As dúvidas suscitadas por esta opção são muitas: escolher os juízes árbitros em função do litígio pode manchar a ideia de independência e imparcialidade dos escolhidos, além disso, a experiência de outros Estados que assinaram acordos de comércio similares com os Estados Unidos não ajuda. No âmbito do Tratado Norte-Americano de Livre Comércio assinado entre o Canadá, o México e os Estados Unidos, o Canadá já foi várias vezes alvo de processos por parte de grandes empresas norte-americanas. “Bastará às empresas provarem que tinham legítimas expectativas de lucros que desapareceram em virtude de alterações legislativas, para os Estados as terem de indemnizar!”, insurge-se o advogado Teixeira da Mota, num artigo publicado há dias no PÚBLICO.

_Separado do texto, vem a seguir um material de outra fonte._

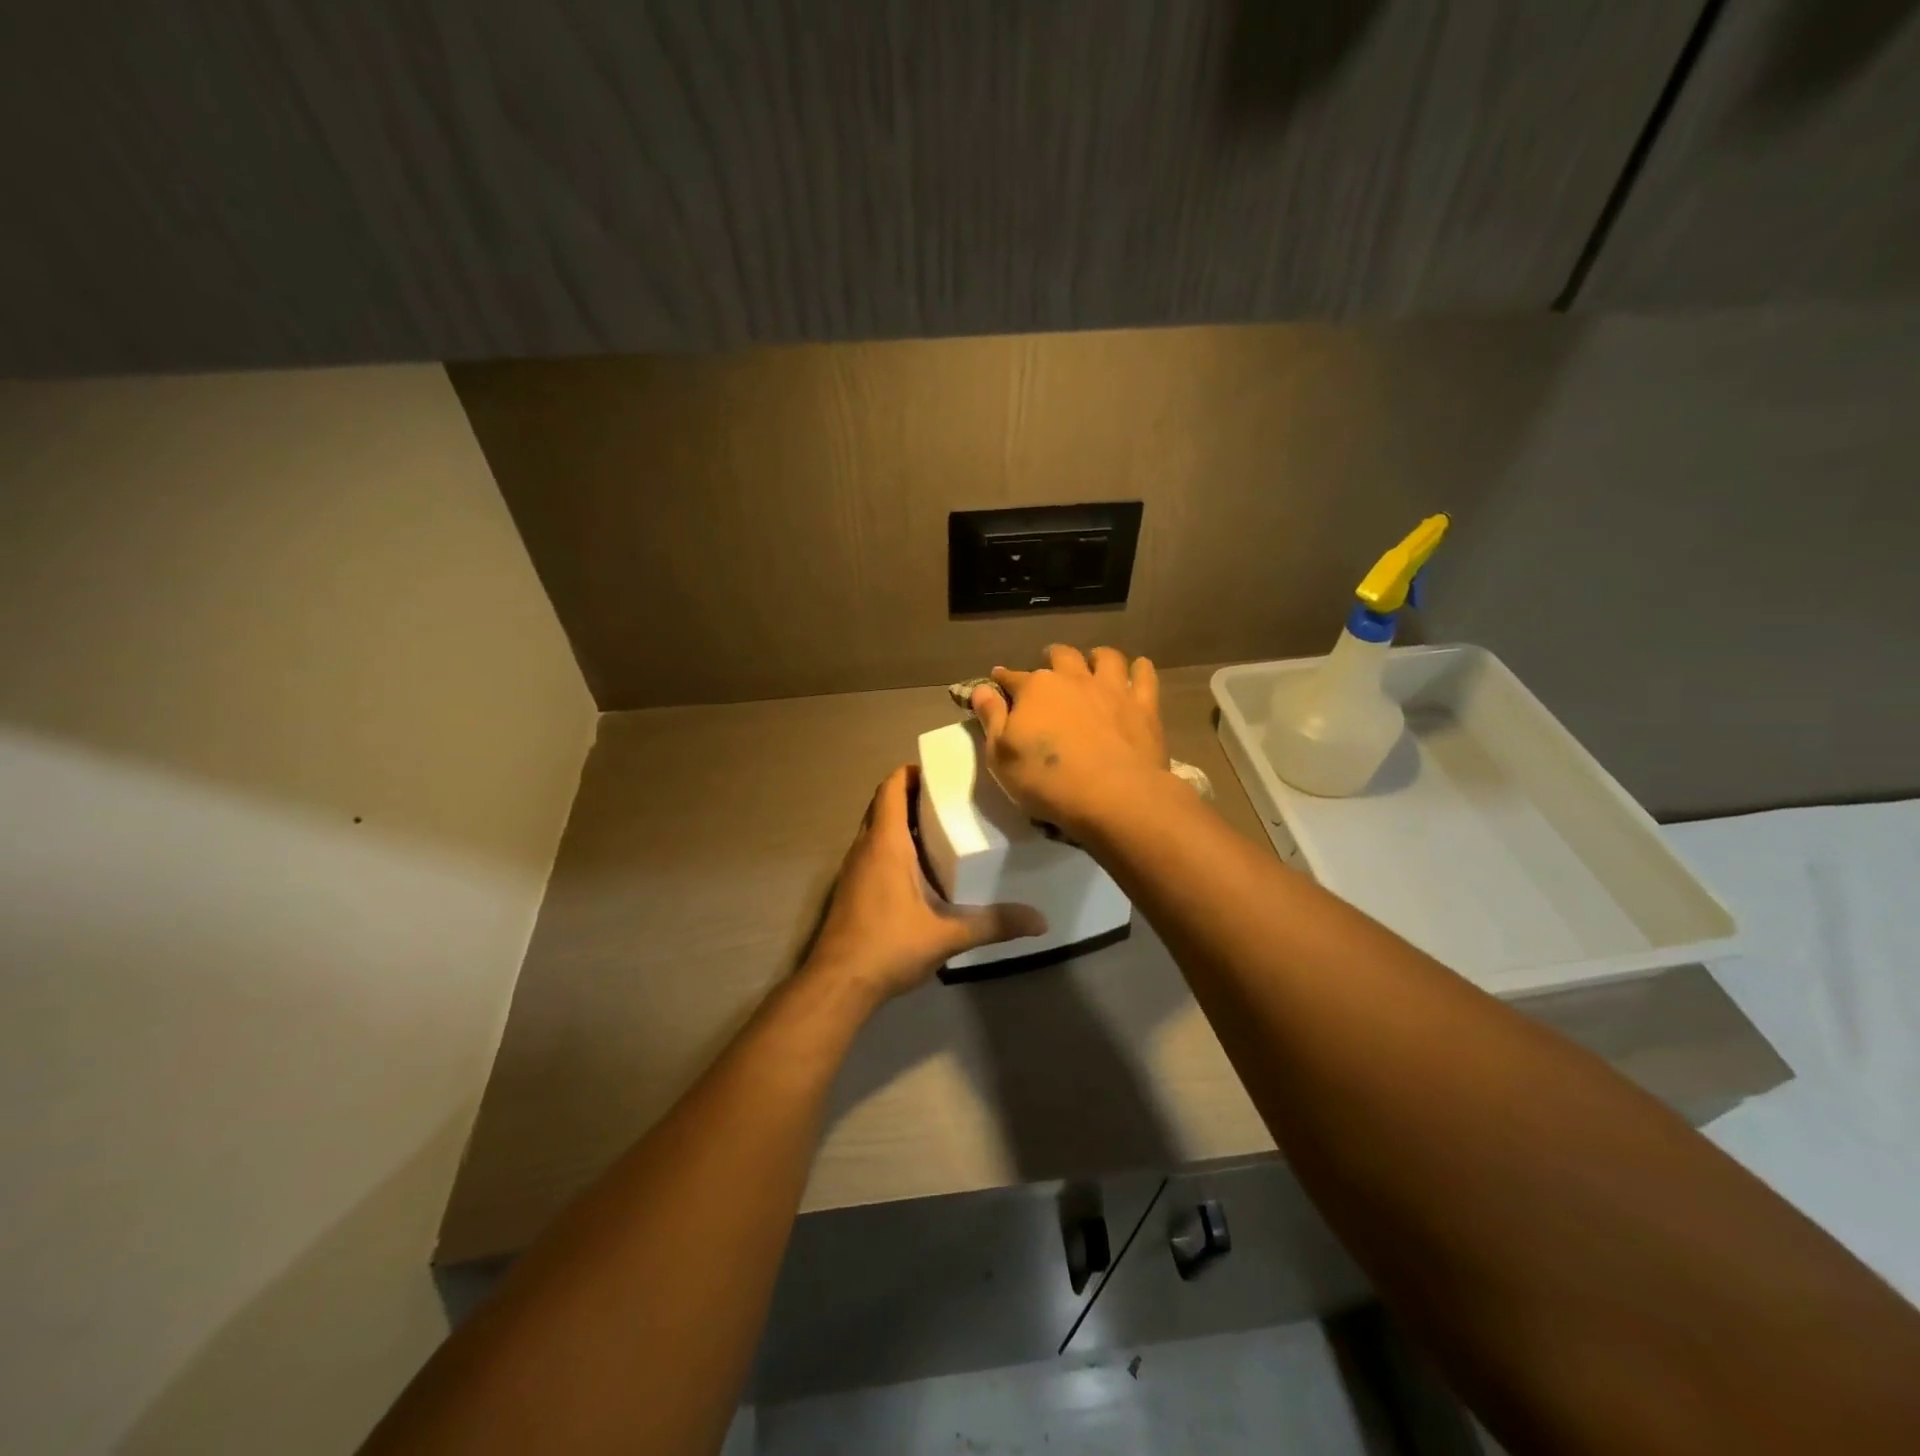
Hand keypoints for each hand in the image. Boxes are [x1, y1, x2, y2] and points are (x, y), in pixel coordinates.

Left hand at [805, 766, 1046, 1002]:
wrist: (837, 984)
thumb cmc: (889, 946)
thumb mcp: (947, 935)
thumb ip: (993, 924)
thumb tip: (1040, 921)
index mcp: (885, 843)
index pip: (891, 788)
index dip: (910, 773)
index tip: (940, 772)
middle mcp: (864, 847)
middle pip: (883, 804)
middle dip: (911, 795)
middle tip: (949, 799)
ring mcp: (852, 869)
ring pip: (875, 829)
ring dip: (901, 822)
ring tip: (940, 828)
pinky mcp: (850, 889)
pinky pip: (871, 852)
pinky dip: (892, 846)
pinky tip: (918, 869)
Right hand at [970, 645, 1169, 838]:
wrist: (1114, 796)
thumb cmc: (1047, 781)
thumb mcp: (1001, 756)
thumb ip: (991, 718)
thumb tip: (981, 688)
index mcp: (1035, 689)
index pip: (1012, 678)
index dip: (1002, 679)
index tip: (998, 680)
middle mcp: (1073, 678)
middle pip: (1061, 656)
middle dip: (1051, 658)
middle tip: (1049, 667)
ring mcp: (1112, 689)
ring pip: (1106, 657)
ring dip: (1097, 657)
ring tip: (1093, 664)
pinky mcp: (1144, 705)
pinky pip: (1144, 674)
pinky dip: (1139, 670)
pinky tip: (1137, 672)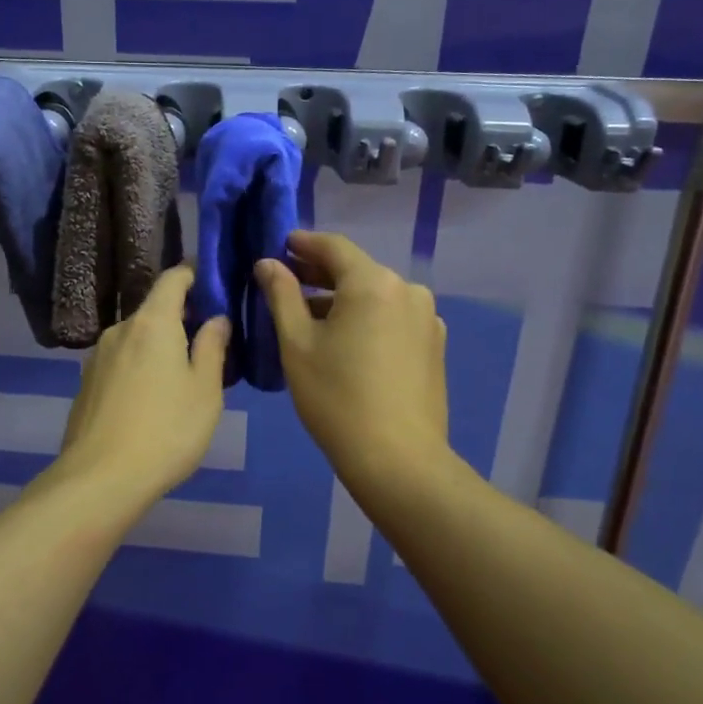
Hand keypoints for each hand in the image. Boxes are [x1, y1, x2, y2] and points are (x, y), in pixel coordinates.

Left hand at [55, 265, 230, 505]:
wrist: (100, 479)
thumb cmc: (166, 430)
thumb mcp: (205, 390)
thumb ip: (212, 348)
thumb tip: (216, 319)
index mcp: (152, 323)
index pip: (173, 278)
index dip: (194, 274)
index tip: (214, 284)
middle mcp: (120, 330)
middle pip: (154, 310)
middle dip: (182, 318)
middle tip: (209, 343)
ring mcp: (97, 357)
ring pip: (137, 339)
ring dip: (160, 347)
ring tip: (183, 376)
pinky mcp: (86, 384)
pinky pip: (121, 362)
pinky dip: (140, 367)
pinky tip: (152, 399)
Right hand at [256, 231, 449, 484]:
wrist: (398, 459)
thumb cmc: (337, 398)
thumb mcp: (297, 344)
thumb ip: (282, 295)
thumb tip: (268, 263)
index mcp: (374, 282)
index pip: (334, 247)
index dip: (304, 244)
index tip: (281, 246)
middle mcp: (407, 290)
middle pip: (357, 271)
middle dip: (320, 274)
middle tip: (287, 282)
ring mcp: (427, 319)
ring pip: (376, 297)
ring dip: (343, 300)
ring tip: (311, 317)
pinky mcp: (434, 346)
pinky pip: (393, 319)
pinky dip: (366, 320)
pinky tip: (346, 342)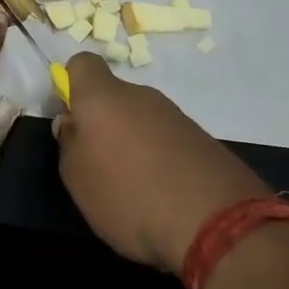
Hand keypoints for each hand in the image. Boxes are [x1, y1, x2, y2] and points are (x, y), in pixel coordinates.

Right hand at [54, 52, 271, 274]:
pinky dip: (163, 161)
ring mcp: (176, 116)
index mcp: (102, 97)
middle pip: (114, 96)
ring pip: (143, 120)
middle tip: (100, 163)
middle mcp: (140, 96)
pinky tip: (166, 196)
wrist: (218, 225)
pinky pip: (170, 142)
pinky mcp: (204, 141)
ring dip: (135, 143)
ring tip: (136, 188)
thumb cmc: (129, 196)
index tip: (73, 116)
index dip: (73, 83)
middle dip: (105, 123)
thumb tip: (72, 123)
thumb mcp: (78, 179)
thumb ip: (69, 145)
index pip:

A coordenadora executiva do Observatório Permanente da Justiça Portuguesa, Conceição Gomes, mostra-se “muito preocupada” com a proliferação de sistemas de regulação privados, que não estão sujeitos a qualquer fiscalização dos cidadãos e dos parlamentos. “É uma tendência que se nota em muitas áreas”, constata a socióloga. Conceição Gomes diz haver uma enorme pressão para utilizar sistemas de justiça privados para regular os conflitos, quer internacionais quer internos, que envolvem contratos avultados e lembra que, em Portugal, “a própria demora dos tribunais pressiona nesse sentido”. “Transferir a resolução de conflitos para a arbitragem ou para entidades privadas condiciona fortemente os Estados na condução da causa pública”, considera.